A: So, what if we had a system (or a piece of code) that is error-free?
B: It’s impossible!
A: Ok, but what if? Wouldn’t we have a secure system?
B: Well, ok… you theorist! Is having an impossible secure system of any use?
A: Maybe? While it’s true that a human being cannot fly, it’s also true that there are interesting approximations such as airplanes or the ESS. So, let’s stop with the chattering and start building a trivial (“thanks” Rice… ) system secure by trying predicting all its errors!
B: Wait… what’s an error?
Sorry, “there’s no royal road to science” and while it may be easy to grasp the path we’re following, there’s a bit of math that you’ve got to digest before. If you are interested in helping us “carrying the [cybersecurity] stone”, we’ll share with you our paper on a theory of error (and we’d be happy to discuss it with you) and collaborate to one of the following thesis.

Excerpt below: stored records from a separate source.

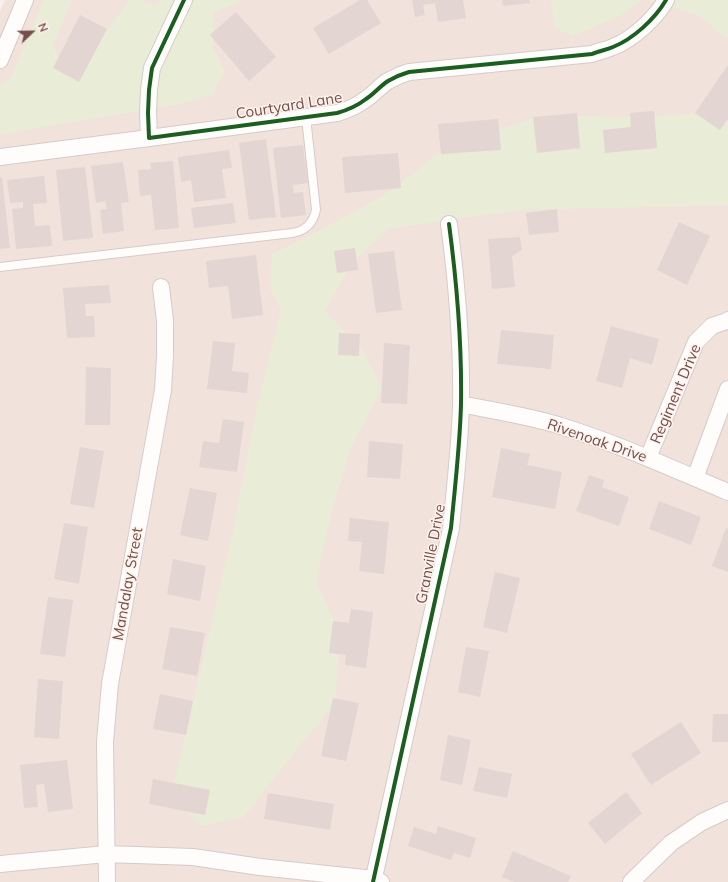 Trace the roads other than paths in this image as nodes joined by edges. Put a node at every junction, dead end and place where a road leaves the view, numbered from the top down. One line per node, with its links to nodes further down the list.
1 (25, 0): 4 (street)
2 (184, 0): 6 (street)
3 (666, 0): 5 (street, Courtyard Lane)
4 (0, 60)
5 (306, 117): 6 (street, Courtyard Lane); 9 (lane)
6 (149, 138): 7 (street, Courtyard Lane)
7 (0, 157)
8 (449, 224): 13 (street, Granville Drive)
9 (0, 267)
10 (161, 287): 18 (street, Mandalay Street)
11 (728, 321): 14 (street, Regiment Drive)
12 (728, 389): 15 (street)
13 (461, 404): 14 (street, Rivenoak Drive); 20 (street, Granville Drive)
14 (648, 458): 15 (street, Rivenoak Drive)
15 (695, 478): 16 (street, Rivenoak Drive)
16 (728, 492)
17 (728, 810): 22 (street)
18 (106, 854): 19 (street); 20 (street); 21 (street, Mandalay Street)
19 (0, 864)
20 (376, 881)
21 (107, 882)
22 (632, 882) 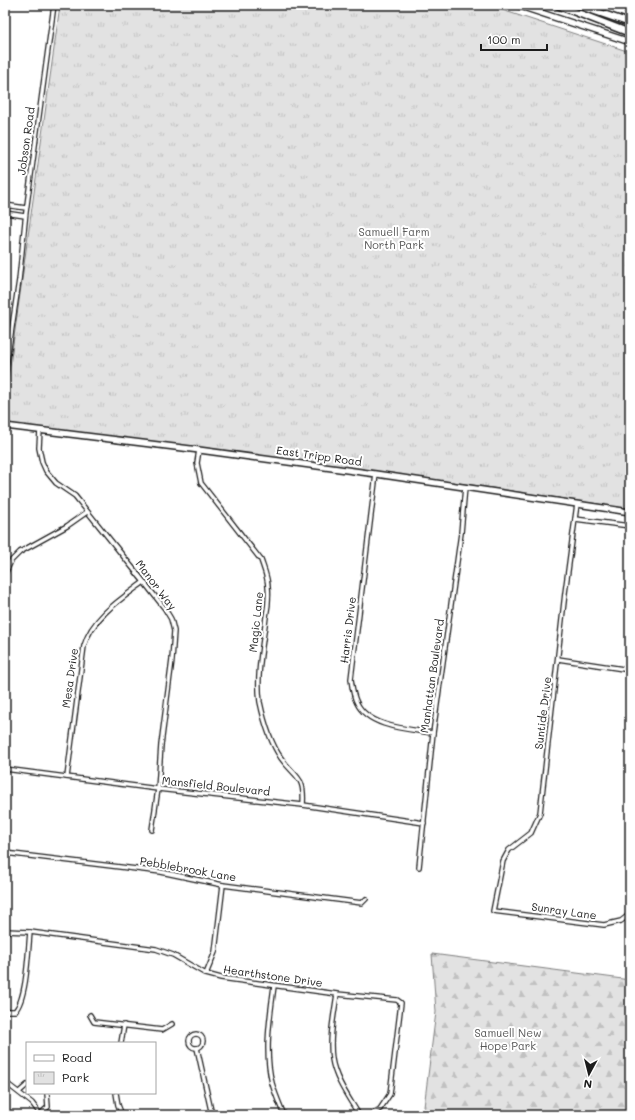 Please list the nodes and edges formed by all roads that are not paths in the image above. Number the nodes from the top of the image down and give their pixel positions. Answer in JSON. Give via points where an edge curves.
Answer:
{"nodes":[{"id":1,"x":54,"y":5,"type":"edge"},
{"id":2,"x":517,"y":5,"type":"edge"},
{"id":3,"x":557,"y":5,"type":"edge"},
{"id":4,"x":577,"y":5,"type":"edge"},
{"id":5,"x":619,"y":5,"type":"edge"},
{"id":6,"x":630,"y":9,"type":"edge"},
{"id":7,"x":630,"y":23,"type":"edge"},
{"id":8,"x":630,"y":34,"type":"edge"},
{"id":9,"x":630,"y":42,"type":"edge"},
{"id":10,"x":5,"y":205,"type":"edge"},
{"id":11,"x":26,"y":208,"type":"junction"},
{"id":12,"x":5,"y":213,"type":"edge"},
{"id":13,"x":25,"y":216,"type":"junction"},
{"id":14,"x":5,"y":374,"type":"edge"},
{"id":15,"x":5,"y":426,"type":"edge"},
{"id":16,"x":40,"y":430,"type":"junction"},
{"id":17,"x":199,"y":450,"type":"junction"},
{"id":18,"x":376,"y":474,"type":"junction"},
{"id":19,"x":465,"y":487,"type":"junction"},
{"id":20,"x":577,"y":504,"type":"junction"},
{"id":21,"x":87,"y":512,"type":"junction"},
{"id":22,"x":630,"y":512,"type":"edge"},
{"id":23,"x":575,"y":519,"type":"junction"},
{"id":24,"x":630,"y":526,"type":"edge"},
{"id":25,"x":5,"y":574,"type":"edge"},
{"id":26,"x":144,"y":582,"type":"junction"},
{"id":27,"x":558,"y":659,"type":"junction"},
{"id":28,"x":630,"y":670,"type":"edge"},
{"id":29,"x":433,"y":732,"type":"junction"},
{"id":30,"x":5,"y":769,"type":"edge"},
{"id":31,"x":67,"y":777,"type":"junction"},
{"id":32,"x":158,"y":789,"type":"junction"},
{"id":33,"x":303,"y":805,"type":"junction"},
{"id":34,"x":424,"y":823,"type":"junction"},
{"id":35,"x":152,"y":830,"type":"dead end"},
{"id":36,"x":5,"y":853,"type":"edge"},
{"id":37,"x":419,"y":867,"type":"dead end"},
{"id":38,"x":223,"y":885,"type":"junction"},
{"id":39,"x":366,"y":899,"type":"dead end"},
{"id":40,"x":493,"y":911,"type":"joint"},
{"id":41,"x":630,"y":914,"type":"edge"},
{"id":42,"x":5,"y":931,"type":"edge"},
{"id":43,"x":30,"y":932,"type":"junction"},
{"id":44,"x":206,"y":974,"type":"junction"},
{"id":45,"x":274,"y":986,"type":"junction"},
{"id":46,"x":337,"y":994,"type":"junction"},
{"id":47,"x":5,"y":1011,"type":"edge"},
{"id":48,"x":90,"y":1015,"type":"dead end"},
{"id":49,"x":172,"y":1024,"type":"dead end"},
{"id":50,"x":124,"y":1025,"type":"junction"},
{"id":51,"x":121,"y":1042,"type":"edge"},
{"id":52,"x":197,"y":1048,"type":"dead end"},
{"id":53,"x":5,"y":1082,"type":"edge"},
{"id":54,"x":26,"y":1087,"type":"edge"},
{"id":55,"x":19,"y":1092,"type":"junction"},
{"id":56,"x":47,"y":1094,"type":"edge"},
{"id":57,"x":116,"y":1094,"type":"edge"},
{"id":58,"x":41,"y":1114,"type":"edge"},
{"id":59,"x":122,"y":1115,"type":"edge"},
{"id":60,"x":212,"y":1115,"type":"edge"},
{"id":61,"x":284,"y":1115,"type":"edge"},
{"id":62,"x":359,"y":1115,"type":"edge"},
{"id":63,"x":370,"y":1115,"type":"edge"}],
"edges":[{"from":1,"to":11,"type":"street","name":"Jobson Road"},
{"from":2,"to":9,"type":"street"},
{"from":3,"to":8,"type":"highway"},
{"from":4,"to":7,"type":"highway"},
{"from":5,"to":6,"type":"highway"},
{"from":10,"to":11,"type":"street"},
{"from":11,"to":13,"type":"street","name":"Jobson Road"},
{"from":12,"to":13,"type":"street"},
{"from":13,"to":14,"type":"street","name":"Jobson Road","via":[[19,280]]},
{"from":15,"to":16,"type":"street","name":"East Tripp Road"},
{"from":16,"to":17,"type":"street","name":"East Tripp Road"},
{"from":16,"to":21,"type":"street","name":"Manor Way","via":[[39,448],[46,471],[56,483],[75,496]]},
{"from":17,"to":18,"type":"street","name":"East Tripp Road"},
{"from":17,"to":33,"type":"street","name":"Magic Lane","via":[[197,463],[201,483],[261,560],[264,569],[268,586],[268,606],[259,676],[260,700],[274,745],[302,785]]},
{"from":18,"to":19,"type":"street","name":"East Tripp Road"},
{"from":18,"to":29,"type":"street","name":"Harris Drive","via":[[350,679],[353,693],[362,710],[387,725]]},
{"from":19,"to":20,"type":"street","name":"East Tripp Road"},
{"from":19,"to":29,"type":"street","name":"Manhattan Boulevard"},
{"from":20,"to":22,"type":"street","name":"East Tripp Road"},
{"from":20,"to":23,"type":"street","name":"Suntide Drive"},
{"from":21,"to":25,"type":"street","via":[[20,552],[11,561]]},
{"from":21,"to":26,"type":"street","name":"Manor Way"},
{"from":23,"to":24,"type":"street"},
{"from":23,"to":27,"type":"street","name":"Suntide Drive"},
{"from":26,"to":31,"type":"street","name":"Mesa Drive","via":[[97,620],[86,637]]},
{"from":26,"to":32,"type":"street","name":"Manor Way","via":[[165,608],[174,631]]},
{"from":27,"to":28,"type":"street"},
{"from":27,"to":40,"type":"street","name":"Suntide Drive","via":[[540,813],[531,832],[509,850],[503,861]]},
{"from":29,"to":34,"type":"street","name":"Manhattan Boulevard"},
{"from":30,"to":31,"type":"street","name":"Mansfield Boulevard"},
{"from":31,"to":32,"type":"street","name":"Mansfield Boulevard"},
{"from":32,"to":33,"type":"street","name":"Mansfield Boulevard"},
{"from":32,"to":35,"type":"street","name":"Manor Way"},
{"from":33,"to":34,"type":"street","name":"Mansfield Boulevard"},
{"from":34,"to":37,"type":"street","name":"Manhattan Boulevard"},
{"from":36,"to":38,"type":"street","name":"Pebblebrook Lane","via":[[161,872]]},
{"from":38,"to":39,"type":"street","name":"Pebblebrook Lane","via":[[362,903]]},
{"from":38,"to":44,"type":"street","via":[[214,952]]},
{"from":40,"to":41,"type":"street","name":"Sunray Lane","via":[[604,925],[620,922]]},
{"from":42,"to":43,"type":"street","name":"Hearthstone Drive"},
{"from":43,"to":44,"type":"street","name":"Hearthstone Drive","via":[[156,949],[173,955]]},
{"from":43,"to":47,"type":"street","via":[[23,991],[15,1011]]},
{"from":44,"to":45,"type":"street","name":"Hearthstone Drive"},
{"from":45,"to":46,"type":"street","name":"Hearthstone Drive"},
{"from":45,"to":61,"type":"street","via":[[268,1040],[269,1067],[272,1084]]},
{"from":46,"to":62,"type":"street","via":[[332,1059],[339,1082]]},
{"from":46,"to":63,"type":"street","name":"Hearthstone Drive","via":[[397,1000],[401,1003],[390,1094],[380,1109]]},
{"from":48,"to":50,"type":"street","via":[[94,1022]]},
{"from":49,"to":50,"type":"street","via":[[162,1030]]},
{"from":50,"to":51,"type":"street"},
{"from":52,"to":60,"type":"street"},
{"from":53,"to":55,"type":"street"},
{"from":54,"to":55,"type":"street"},
{"from":55,"to":58,"type":"street"},
{"from":56,"to":58,"type":"street","via":[[48,1107]]},
{"from":57,"to":59,"type":"street"}]}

A quantitative but non-inductive approach to cyber-security risk assessment
Several standards mandate a secure-by-design approach in which cybersecurity shall be considered at the very early stages of the design process. For example, the DO-326A – “Airworthiness Security Process Specification” requires a cybersecurity risk assessment of the design and “are the only Acceptable Means of Compliance (AMC) by FAA & EASA for aviation cybersecurity airworthiness certification, as of 2019” as pointed out by SAE. Standards do not describe in detail how to perform a cybersecurity risk assessment and only vaguely define the overall objective, which can be summarized as to provide an understanding of the potential cybersecurity risks.
In this thesis, the student will work on the correlation between the hypothesis that errors can be used as a measure of the cybersecirity risk and focus on one of the following (or whatever great ideas you have):
- choose a CPS type that she likes (automotive? aerospace?) and review a relevant cybersecurity (engineering) standard.
- review current research approaches to the cybersecurity risk assessment (e.g. CORAS).
Want more? We already reviewed many standards and approaches and we created our own risk assessment prototype, but we are still lacking many fundamental features such as:
a proper formalization of asset diagrams (what the business guys want to protect) and their correlation to the engineering of systems (what the tech guys have built).
Proper calculation of a risk matrix (likelihood and impact) – do you have an educated guess on the likelihood of an error and on the correlations to cybersecurity attacks?